-------- Material shown

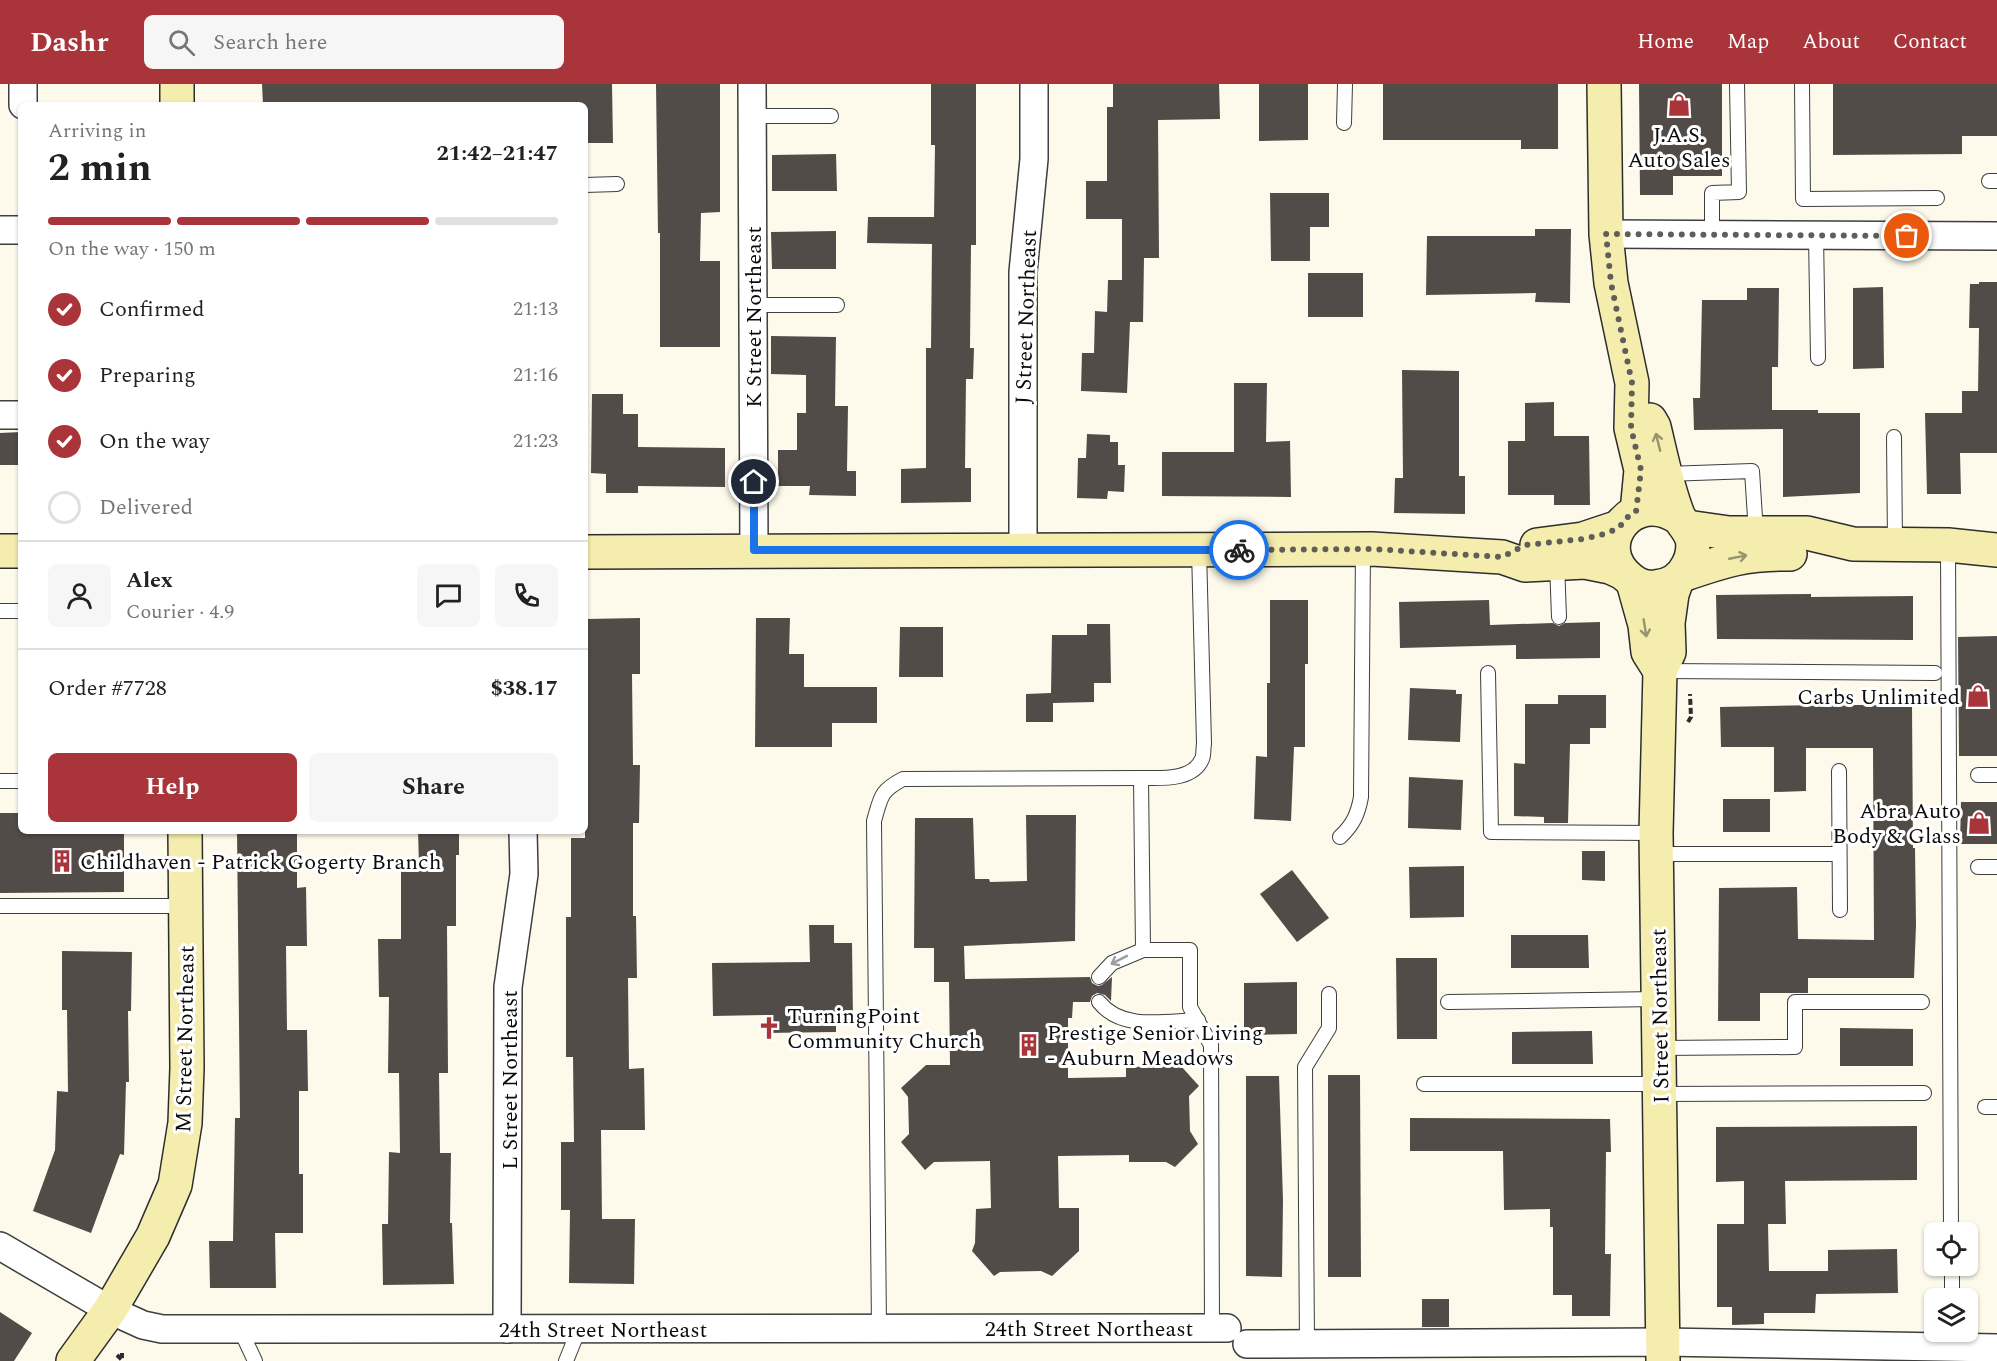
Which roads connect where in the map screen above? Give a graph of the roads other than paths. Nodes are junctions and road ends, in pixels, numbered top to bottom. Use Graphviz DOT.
graph roads {
  1 [pos="23,84"];
  2 [pos="177,84"];
  3 [pos="752,84"];
  4 [pos="1034,84"];
  5 [pos="1345,84"];
  6 [pos="1604,84"];
  7 [pos="1737,84"];
  8 [pos="1802,84"];
  9 [pos="23,102"];
  10 [pos="177,102"];
  11 [pos="752,116"];
  12 [pos="831,116"];
  13 [pos="1344,123"];
  14 [pos="588,184"];
  15 [pos="617,184"];
  16 [pos="1937,198"];
  17 [pos="0,230"];
  18 [pos="18,230"];
  19 [pos="1606,234"];
  20 [pos="1712,234"];
  21 [pos="1816,235"];
  22 [pos="1997,236"];
  23 [pos="753,305"];
  24 [pos="837,305"];
  25 [pos="1818,358"];
  26 [pos="1632,383"];
  27 [pos="0,415"];
  28 [pos="18,415"];
  29 [pos="1894,437"];
  30 [pos="1666,474"];
  31 [pos="1628,520"];
  32 [pos="1683,522"];
  33 [pos="1756,533"];
  34 [pos="1853,544"];
  35 [pos="1895,544"];
  36 [pos="1948,545"];
  37 [pos="1363,549"];
  38 [pos="754,550"];
  39 [pos="1023,550"];
  40 [pos="1199,550"];
  41 [pos="1997,550"];
  42 [pos="0,551"];
  43 [pos="18,551"];
  44 [pos="588,552"];
  45 [pos="1502,557"];
  46 [pos="1557,563"];
  47 [pos="1679,577"];
  48 [pos="1628,578"];
  49 [pos="0,611"];
  50 [pos="18,611"];
  51 [pos="1559,617"];
  52 [pos="1660,671"];
  53 [pos="1488,673"];
  54 [pos="1935,673"];
  55 [pos="1839,771"];
  56 [pos="1978,775"];
  57 [pos="1997,775"];
  58 [pos="1141,778"];
  59 [pos="0,781"];
  60 [pos="18,781"];
  61 [pos="185,834"];
  62 [pos="523,834"];
  63 [pos="1340,837"];
  64 [pos="1656,843"];
  65 [pos="1839,854"];
  66 [pos="1978,867"];
  67 [pos="1997,867"];
  68 [pos="0,906"];
  69 [pos="186,906"];
  70 [pos="1840,910"];
  71 [pos="1143,950"];
  72 [pos="1099,977"];
  73 [pos="1329,994"];
  74 [pos="1658,999"];
  75 [pos="1099,1002"];
  76 [pos="1448,1002"];
  77 [pos="1922,1002"];
  78 [pos="1198,1020"];
  79 [pos="1659,1048"];
  80 [pos="1424,1083"];
  81 [pos="1660,1089"];
  82 [pos="1924,1093"];
  83 [pos="1951,1222"];
  84 [pos="0,1246"];
  85 [pos="110,1310"];
  86 [pos="240,1329"];
  87 [pos="507,1329"];
  88 [pos="579,1329"];
  89 [pos="879,1329"];
  90 [pos="1229,1333"];
  91 [pos="1307,1344"];
  92 [pos="1952,1347"];
  93 [pos="1997,1348"];
  94 [pos="1663,1352"];
  95 [pos="73,1361"];
  96 [pos="255,1361"];
  97 [pos="566,1361"];
  1 -- 9 [label="street"];
  2 -- 10 [label="street"];
  3 -- 11 [label="street, K Street Northeast"];
  4 -- 39 [label="street, J Street Northeast"];
  5 -- 13 [label="lane"];
  6 -- 19 [label="street, I Street Northeast"];
  7 -- 20 [label="lane"];
  8 -- 16 [label="lane"];
  11 -- 12 [label="lane"];
  11 -- 23 [label="street, K Street Northeast"];
  14 -- 15 [label="lane"];
  17 -- 18 [label="street"];
  19 -- 20 [label="street"];
  19 -- 26 [label="street, I Street Northeast"];
  20 -- 21 [label="street"];
  21 -- 22 [label="street"];
  21 -- 25 [label="lane"];
  23 -- 24 [label="lane"];
  23 -- 38 [label="street, K Street Northeast"];
  30 -- 26 [label="street, I Street Northeast, one-way"];
  26 -- 31 [label="street, I Street Northeast"];
  27 -- 28 [label="street"];
  29 -- 35 [label="lane"];
  30 -- 32 [label="street, I Street Northeast"];
  30 -- 33 [label="lane"];
  31 -- 32 [label="street"];
  31 -- 45 [label="street"];
  31 -- 48 [label="street, I Street Northeast"];
  32 -- 33 [label="street"];
  32 -- 47 [label="street, I Street Northeast"];
  33 -- 34 [label="street"];
  34 -- 35 [label="street"];
  47 -- 34 [label="street, one-way"];
  35 -- 36 [label="street"];
  36 -- 41 [label="street"];
  36 -- 83 [label="lane"];
  37 -- 40 [label="street"];
  37 -- 45 [label="street"];
  37 -- 63 [label="lane"];
  38 -- 39 [label="street"];
  38 -- 44 [label="street"];
  39 -- 40 [label="street"];
  40 -- 58 [label="lane"];
  42 -- 43 [label="street"];
  45 -- 46 [label="street"];
  46 -- 48 [label="street"];
  46 -- 51 [label="lane"];
  47 -- 48 [label="street"];
  47 -- 52 [label="street, I Street Northeast"];
  48 -- 52 [label="street, I Street Northeast, one-way"];
  49 -- 50 [label="lane"];
  52 -- 54 [label="lane"];
  52 -- 64 [label="street, I Street Northeast"];
  53 -- 64 [label="lane"];
  55 -- 65 [label="lane"];
  56 -- 57 [label="lane"];
  58 -- 71 [label="lane"];
  58 -- 89 [label="lane"];
  59 -- 60 [label="lane"];
  61 -- 69 [label="street, M Street Northeast"];
  62 -- 87 [label="street, L Street Northeast"];
  64 -- 65 [label="lane"];
  64 -- 74 [label="street, I Street Northeast"];
  65 -- 70 [label="lane"];
  66 -- 67 [label="lane"];
  68 -- 69 [label="lane"];
  69 -- 85 [label="street, M Street Northeast"];
  71 -- 72 [label="lane, one-way"];
  71 -- 78 [label="lane"];
  73 -- 91 [label="lane"];
  74 -- 76 [label="lane"];
  74 -- 79 [label="street, I Street Northeast"];
  75 -- 78 [label="lane"];
  77 -- 79 [label="lane"];
  78 -- 90 [label="lane"];
  79 -- 81 [label="street, I Street Northeast"];
  80 -- 81 [label="lane"];
  81 -- 82 [label="lane"];
  81 -- 94 [label="street, I Street Northeast"];
  84 -- 85 [label="street, 24th Street Northeast"];
  85 -- 86 [label="street, 24th Street Northeast"];
  85 -- 95 [label="street, M Street Northeast"];
  86 -- 87 [label="street, 24th Street Northeast"];
  86 -- 96 [label="lane"];
  87 -- 88 [label="street, 24th Street Northeast"];
  88 -- 89 [label="street, 24th Street Northeast"];
  88 -- 97 [label="lane"];
  89 -- 90 [label="street, 24th Street Northeast"];
  90 -- 91 [label="street, 24th Street Northeast"];
  91 -- 94 [label="street, 24th Street Northeast"];
  92 -- 93 [label="street, 24th Street Northeast"];
  92 -- 94 [label="street, 24th Street Northeast"];
}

----------------

* _Directions for this task_
What lines in the material above contain the word "graph"? Copy them out.

* _Result for this task_
Which roads connect where in the map screen above? Give a graph of the roads other than paths. Nodes are junctions and road ends, in pixels, numbered top to bottom. Use Graphviz DOT.
graph roads {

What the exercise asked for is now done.